**Source information**
□ □ □ □ □ □ □
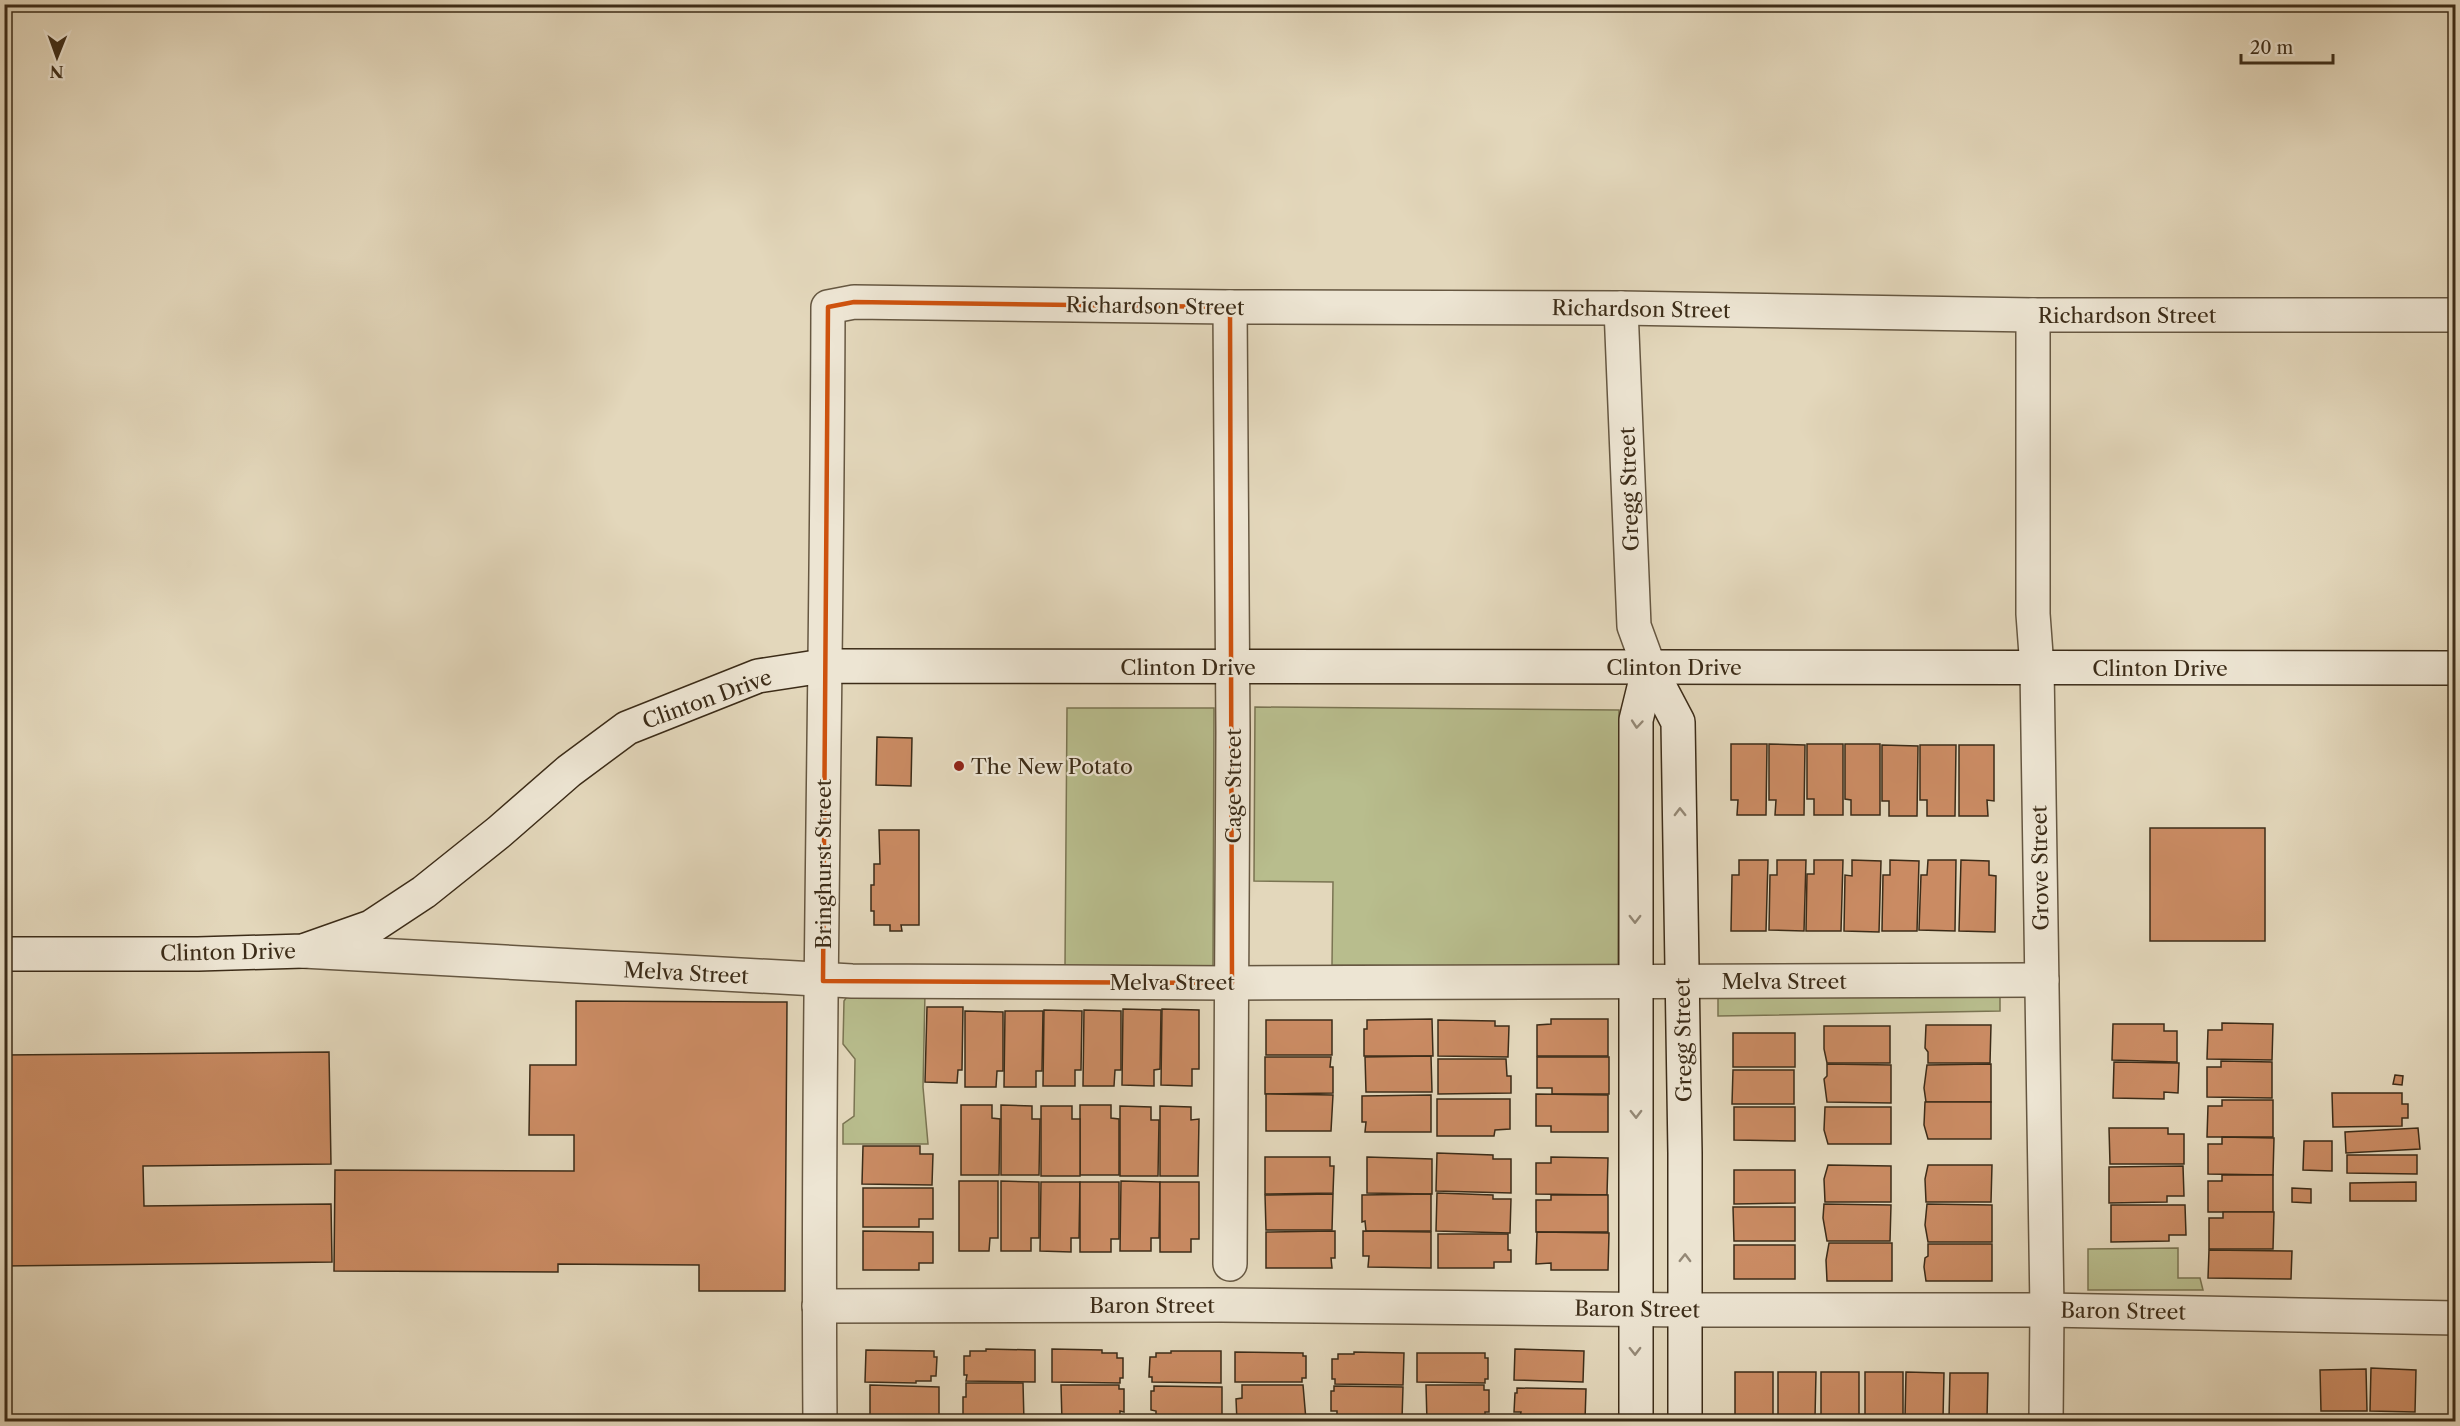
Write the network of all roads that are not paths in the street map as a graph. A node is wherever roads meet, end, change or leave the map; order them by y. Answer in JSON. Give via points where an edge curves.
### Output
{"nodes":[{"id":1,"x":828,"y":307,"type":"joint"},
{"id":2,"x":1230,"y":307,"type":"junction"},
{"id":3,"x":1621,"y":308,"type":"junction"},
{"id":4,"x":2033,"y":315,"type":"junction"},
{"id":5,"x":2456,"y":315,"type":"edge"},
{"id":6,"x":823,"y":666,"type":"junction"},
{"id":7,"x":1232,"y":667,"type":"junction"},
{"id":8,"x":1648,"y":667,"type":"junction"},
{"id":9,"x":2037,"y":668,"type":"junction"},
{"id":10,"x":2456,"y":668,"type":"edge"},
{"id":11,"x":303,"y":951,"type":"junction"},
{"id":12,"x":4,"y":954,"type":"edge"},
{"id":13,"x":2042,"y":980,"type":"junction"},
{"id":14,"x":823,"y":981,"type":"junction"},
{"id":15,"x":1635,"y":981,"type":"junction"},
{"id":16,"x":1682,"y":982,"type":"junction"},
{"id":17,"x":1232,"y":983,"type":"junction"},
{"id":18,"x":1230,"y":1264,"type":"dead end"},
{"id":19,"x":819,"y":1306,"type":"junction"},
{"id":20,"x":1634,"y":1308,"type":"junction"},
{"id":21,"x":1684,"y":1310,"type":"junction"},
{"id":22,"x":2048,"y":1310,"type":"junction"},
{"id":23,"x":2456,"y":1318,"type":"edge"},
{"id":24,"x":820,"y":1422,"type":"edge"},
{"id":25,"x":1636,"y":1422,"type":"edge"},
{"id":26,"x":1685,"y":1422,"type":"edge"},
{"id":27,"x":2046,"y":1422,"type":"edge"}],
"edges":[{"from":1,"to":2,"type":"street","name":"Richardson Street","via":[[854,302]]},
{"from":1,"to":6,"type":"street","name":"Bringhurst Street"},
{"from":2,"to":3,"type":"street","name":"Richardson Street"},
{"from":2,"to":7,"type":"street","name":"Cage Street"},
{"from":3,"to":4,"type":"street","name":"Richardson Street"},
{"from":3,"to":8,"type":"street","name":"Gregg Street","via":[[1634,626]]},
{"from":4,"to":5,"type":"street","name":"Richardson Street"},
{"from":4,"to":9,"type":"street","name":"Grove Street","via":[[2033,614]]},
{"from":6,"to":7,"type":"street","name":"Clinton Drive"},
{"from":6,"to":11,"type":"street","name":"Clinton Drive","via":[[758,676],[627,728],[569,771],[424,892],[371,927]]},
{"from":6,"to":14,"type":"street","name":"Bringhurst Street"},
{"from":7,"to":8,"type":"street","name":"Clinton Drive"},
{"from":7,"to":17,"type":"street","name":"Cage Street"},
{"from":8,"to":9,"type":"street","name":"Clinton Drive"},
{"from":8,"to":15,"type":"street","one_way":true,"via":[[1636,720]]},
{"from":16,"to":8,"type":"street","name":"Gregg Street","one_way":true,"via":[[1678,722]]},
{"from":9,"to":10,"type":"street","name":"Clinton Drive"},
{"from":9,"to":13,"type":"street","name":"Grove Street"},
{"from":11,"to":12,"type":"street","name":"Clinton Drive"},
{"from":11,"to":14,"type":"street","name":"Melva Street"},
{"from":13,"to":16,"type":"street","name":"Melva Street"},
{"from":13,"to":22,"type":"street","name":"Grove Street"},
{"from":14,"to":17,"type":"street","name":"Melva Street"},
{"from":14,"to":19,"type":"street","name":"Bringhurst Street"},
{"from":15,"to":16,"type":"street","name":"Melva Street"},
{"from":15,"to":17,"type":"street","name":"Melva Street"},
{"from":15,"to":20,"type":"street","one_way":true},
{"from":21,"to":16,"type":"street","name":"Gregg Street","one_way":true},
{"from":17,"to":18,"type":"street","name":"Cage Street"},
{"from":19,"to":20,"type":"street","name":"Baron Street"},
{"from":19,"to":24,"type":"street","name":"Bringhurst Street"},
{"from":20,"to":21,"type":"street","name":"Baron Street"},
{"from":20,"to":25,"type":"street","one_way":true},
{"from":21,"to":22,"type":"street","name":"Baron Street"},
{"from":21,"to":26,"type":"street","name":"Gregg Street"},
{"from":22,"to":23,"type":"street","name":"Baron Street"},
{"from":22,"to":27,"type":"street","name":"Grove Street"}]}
□ □ □ □ □ □ □
With the images removed, give back every entry exactly as shown.

**Task solution**
Write the network of all roads that are not paths in the street map as a graph. A node is wherever roads meet, end, change or leave the map; order them by y. Answer in JSON. Give via points where an edge curves.
### Output
{"nodes":[{"id":1,"x":828,"y":307,"type":"joint"},
{"id":2,"x":1230,"y":307,"type":"junction"},
{"id":3,"x":1621,"y":308,"type":"junction"},
{"id":4,"x":2033,"y":315,"type":"junction"},
{"id":5,"x":2456,"y":315,"type":"edge"},
{"id":6,"x":823,"y":666,"type":"junction"},
{"id":7,"x":1232,"y":667,"type":"junction"},
{"id":8,"x":1648,"y":667,"type":"junction"},
{"id":9,"x":2037,"y":668,"type":"junction"},
{"id":10,"x":2456,"y":668,"type":"edge"},
{"id":11,"x":303,"y":951,"type":"junction"},
{"id":12,"x":4,"y":954,"type":"edge"},
{"id":13,"x":2042,"y":980,"type":"junction"},
{"id":14,"x":823,"y":981,"type":"junction"},
{"id":15,"x":1635,"y":981,"type":"junction"},
{"id":16,"x":1682,"y":982,"type":"junction"},
{"id":17,"x":1232,"y":983,"type":"junction"},
{"id":18,"x":1230,"y":1264,"type":"dead end"},
{"id":19,"x":819,"y":1306,"type":"junction"},
{"id":20,"x":1634,"y":1308,"type":"junction"},
{"id":21,"x":1684,"y":1310,"type":"junction"},
{"id":22,"x":2048,"y":1310,"type":"junction"},
{"id":23,"x":2456,"y":1318,"type":"edge"},
{"id":24,"x":820,"y":1422,"type":"edge"},
{"id":25,"x":1636,"y":1422,"type":"edge"},
{"id":26,"x":1685,"y":1422,"type":"edge"},
{"id":27,"x":2046,"y":1422,"type":"edge"}],
"edges":[{"from":1,"to":2,"type":"street","name":"Richardson Street","via":[[854,302]]},
{"from":1,"to":6,"type":"street","name":"Bringhurst Street"},
{"from":2,"to":3,"type":"street","name":"Richardson Street"},
{"from":2,"to":7,"type":"street","name":"Cage Street"},
{"from":3,"to":4,"type":"street","name":"Richardson Street"},
{"from":3,"to":8,"type":"street","name":"Gregg Street","via":[[1634,626]]},
{"from":4,"to":5,"type":"street","name":"Richardson Street"},
{"from":4,"to":9,"type":"street","name":"Grove Street","via":[[2033,614]]},
{"from":6,"to":7,"type":"street","name":"Clinton Drive"},
{"from":6,"to":11,"type":"street","name":"Clinton Drive","via":[[758,676],[627,728],[569,771],[424,892],[371,927]]},
{"from":6,"to":14,"type":"street","name":"Bringhurst Street"},
{"from":7,"to":8,"type":"street","name":"Clinton Drive"},
{"from":7,"to":17,"type":"street","name":"Cage Street"},
{"from":8,"to":9,"type":"street","name":"Clinton Drive"},
{"from":8,"to":15,"type":"street","one_way":true,"via":[[1636,720]]},
{"from":16,"to":8,"type":"street","name":"Gregg Street","one_way":true,"via":[[1678,722]]},
{"from":9,"to":10,"type":"street","name":"Clinton Drive"},
{"from":9,"to":13,"type":"street","name":"Grove Street"},
{"from":11,"to":12,"type":"street","name":"Clinton Drive"},
{"from":11,"to":14,"type":"street","name":"Melva Street"},
{"from":13,"to":16,"type":"street","name":"Melva Street"},
{"from":13,"to":22,"type":"street","name":"Grove Street"},
{"from":14,"to":17,"type":"street","name":"Melva Street"},
{"from":14,"to":19,"type":"street","name":"Bringhurst Street"},
{"from":15,"to":16,"type":"street","name":"Melva Street"},
{"from":15,"to":17,"type":"street","name":"Melva Street"},
{"from":15,"to":20,"type":"street","one_way":true},
{"from":21,"to":16,"type":"street","name":"Gregg Street","one_way":true},
{"from":17,"to":18,"type":"street","name":"Cage Street"},
{"from":19,"to":20,"type":"street","name":"Baron Street"},
{"from":19,"to":24,"type":"street","name":"Bringhurst Street"},
{"from":20,"to":21,"type":"street","name":"Baron Street"},
{"from":20,"to":25,"type":"street","one_way":true},
{"from":21,"to":22,"type":"street","name":"Baron Street"},
{"from":21,"to":26,"type":"street","name":"Gregg Street"},
{"from":22,"to":23,"type":"street","name":"Baron Street"},
{"from":22,"to":27,"type":"street","name":"Grove Street"}]}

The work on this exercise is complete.